OpenVz Eth0

13 juillet 2013Christian ValléeOpenVz

Comment utiliser Eth0 au lieu de Venet0 dans une machine virtuelle

Sur la machine physique:

On ajoute l’interface eth0 sur la vm:

export VEID=999
vzctl set $VEID –netif_add eth0 –save

On configure le forwarding entre les interfaces

echo 1 > /proc/sys/net/ipv4/conf/veth$VEID.0/forwarding
echo 1 > /proc/sys/net/ipv4/conf/veth$VEID.0/proxy_arp
echo 1 > /proc/sys/net/ipv4/conf/eth0/forwarding
echo 1 > /proc/sys/net/ipv4/conf/eth0/proxy_arp

Sur la machine Virtuelle:

/sbin/ifconfig eth0 0
/sbin/ip addr add a.b.c.d dev eth0
ifdown venet0:0
ifdown venet0
/sbin/ip route add default dev eth0

De retour sur la machine physique

route del a.b.c.d
ip route add a.b.c.d dev veth$VEID.0

Pour des changements permanents

sur la machine physique:

Making a veth-device persistent

At the moment, it is not possible to have the commands needed for a persistent veth being made automatically be vzctl.

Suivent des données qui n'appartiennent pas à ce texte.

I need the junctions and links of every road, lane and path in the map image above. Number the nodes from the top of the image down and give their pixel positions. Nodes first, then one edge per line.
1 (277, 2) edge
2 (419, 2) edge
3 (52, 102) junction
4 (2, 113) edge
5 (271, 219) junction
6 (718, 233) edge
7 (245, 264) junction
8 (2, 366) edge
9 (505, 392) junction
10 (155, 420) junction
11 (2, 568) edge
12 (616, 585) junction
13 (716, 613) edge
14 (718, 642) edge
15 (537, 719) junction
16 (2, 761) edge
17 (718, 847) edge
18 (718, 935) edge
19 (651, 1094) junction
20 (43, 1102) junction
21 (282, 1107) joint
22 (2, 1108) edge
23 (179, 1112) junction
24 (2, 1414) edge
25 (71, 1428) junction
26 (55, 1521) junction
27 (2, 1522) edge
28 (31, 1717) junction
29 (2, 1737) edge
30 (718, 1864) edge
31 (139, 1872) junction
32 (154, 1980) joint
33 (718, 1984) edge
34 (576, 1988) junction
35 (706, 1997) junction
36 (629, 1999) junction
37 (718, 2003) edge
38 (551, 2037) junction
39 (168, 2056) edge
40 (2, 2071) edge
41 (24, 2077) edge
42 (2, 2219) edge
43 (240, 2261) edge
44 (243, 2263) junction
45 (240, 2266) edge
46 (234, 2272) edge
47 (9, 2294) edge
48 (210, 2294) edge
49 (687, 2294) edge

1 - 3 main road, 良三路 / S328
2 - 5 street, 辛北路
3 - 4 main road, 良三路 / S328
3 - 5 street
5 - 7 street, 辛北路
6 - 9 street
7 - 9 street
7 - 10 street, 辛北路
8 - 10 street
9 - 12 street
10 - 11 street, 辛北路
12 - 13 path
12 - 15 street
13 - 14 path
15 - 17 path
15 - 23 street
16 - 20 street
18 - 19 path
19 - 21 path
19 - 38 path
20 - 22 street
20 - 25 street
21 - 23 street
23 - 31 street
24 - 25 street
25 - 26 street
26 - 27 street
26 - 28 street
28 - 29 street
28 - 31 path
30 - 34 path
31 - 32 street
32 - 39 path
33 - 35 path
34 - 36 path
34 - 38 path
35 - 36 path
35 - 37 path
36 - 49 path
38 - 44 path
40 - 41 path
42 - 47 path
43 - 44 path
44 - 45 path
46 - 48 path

A bugreport (http://bugzilla.openvz.org/show_bug.cgi?id=301 ) has already been made. Until then, here’s a way to make the above steps persistent.

1. First, edit the VE’s configuration to specify what the veth’s IP address(es) should be, and to indicate that a custom script should be run when starting up a VE.

Open up /etc/vz/conf/VEID.conf
Comment out any IP_ADDRESS entries to prevent a VENET-device from being created in the VE
Add or change the entry CONFIG_CUSTOMIZED=”yes”
Add an entry VETH_IP_ADDRESS=”<VE IP>” The VE IP can have multiple IPs, separated by spaces

Ne pas oublier qu’il faut la definition de eth0 dans:

/etc/sysconfig/network-scripts/ifcfg-eth0

DEVICE=eth0
HWADDR=00:aa:bb:cc:dd:ee
IPV6INIT=no
IPV6_AUTOCONF=no
BOOTPROTO=static
IPADDR=a.b.c.d
NETMASK=255.255.255.255
ONBOOT=yes
PEERDNS=no
USERCTL=no

/etc/sysconfig/network

NETWORKING=”yes”
GATEWAYDEV=”eth0″
NETWORKING_IPV6=”no”
IPV6_DEFAULTDEV=”venet0″
HOSTNAME=”host”

2. Now to create that “custom script”. The following helper script will check the configuration file for IP addresses and for the veth interface, and configure the IP routing accordingly. Create the script /usr/sbin/vznetaddroute to have the following, and then chmod 0500 /usr/sbin/vznetaddrouteto make it executable.

/usr/sbin/vznetaddroute

#!/bin/bash
# /usr/sbin/vznetaddroute
# a script to bring up virtual network interfaces (veth’s) in a VECONFIGFILE=/etc/vz/conf/$VEID.conf
. $CONFIGFILE
VZHOSTIF=`echo $NETIF |sed ‘s/^.*host_ifname=$.*$,.*$/\1/g’`

if [ $CONFIG_CUSTOMIZED = “no” ]; then
echo “Customized = $CONFIG_CUSTOMIZED”
exit 0
fi

if [ ! -n “$VETH_IP_ADDRESS” ]; then
echo “According to $CONFIGFILE VE$VEID has no veth IPs configured.”
exit 1
fi

if [ ! -n “$VZHOSTIF” ]; then
echo “According to $CONFIGFILE VE$VEID has no veth interface configured.”
exit 1
fi

for IP in $VETH_IP_ADDRESS; do
echo “Adding interface $VZHOSTIF and route $IP for VE$VEID to CT0”
/sbin/ifconfig $VZHOSTIF 0
echo 1 > /proc/sys/net/ipv4/conf/$VZHOSTIF/proxy_arp
echo 1 > /proc/sys/net/ipv4/conf/$VZHOSTIF/forwarding
/sbin/ip route add $IP dev $VZHOSTIF
done

exit 0

3. Now create /etc/vz/vznet.conf containing the following. This is what defines the "custom script” as being the vznetaddroute which you just created.

/etc/vz/vznet.conf

#!/bin/bash
EXTERNAL_SCRIPT=”/usr/sbin/vznetaddroute”

4. Of course, the VE’s operating system will need to be configured with those IP address(es) as well. Consult the manual for your VE’s OS for details.

That’s it! At this point, when you restart the VE you should see a new line in the output, indicating that the interface is being configured and a new route being added. And you should be able to ping the host, and to enter the VE and use the network.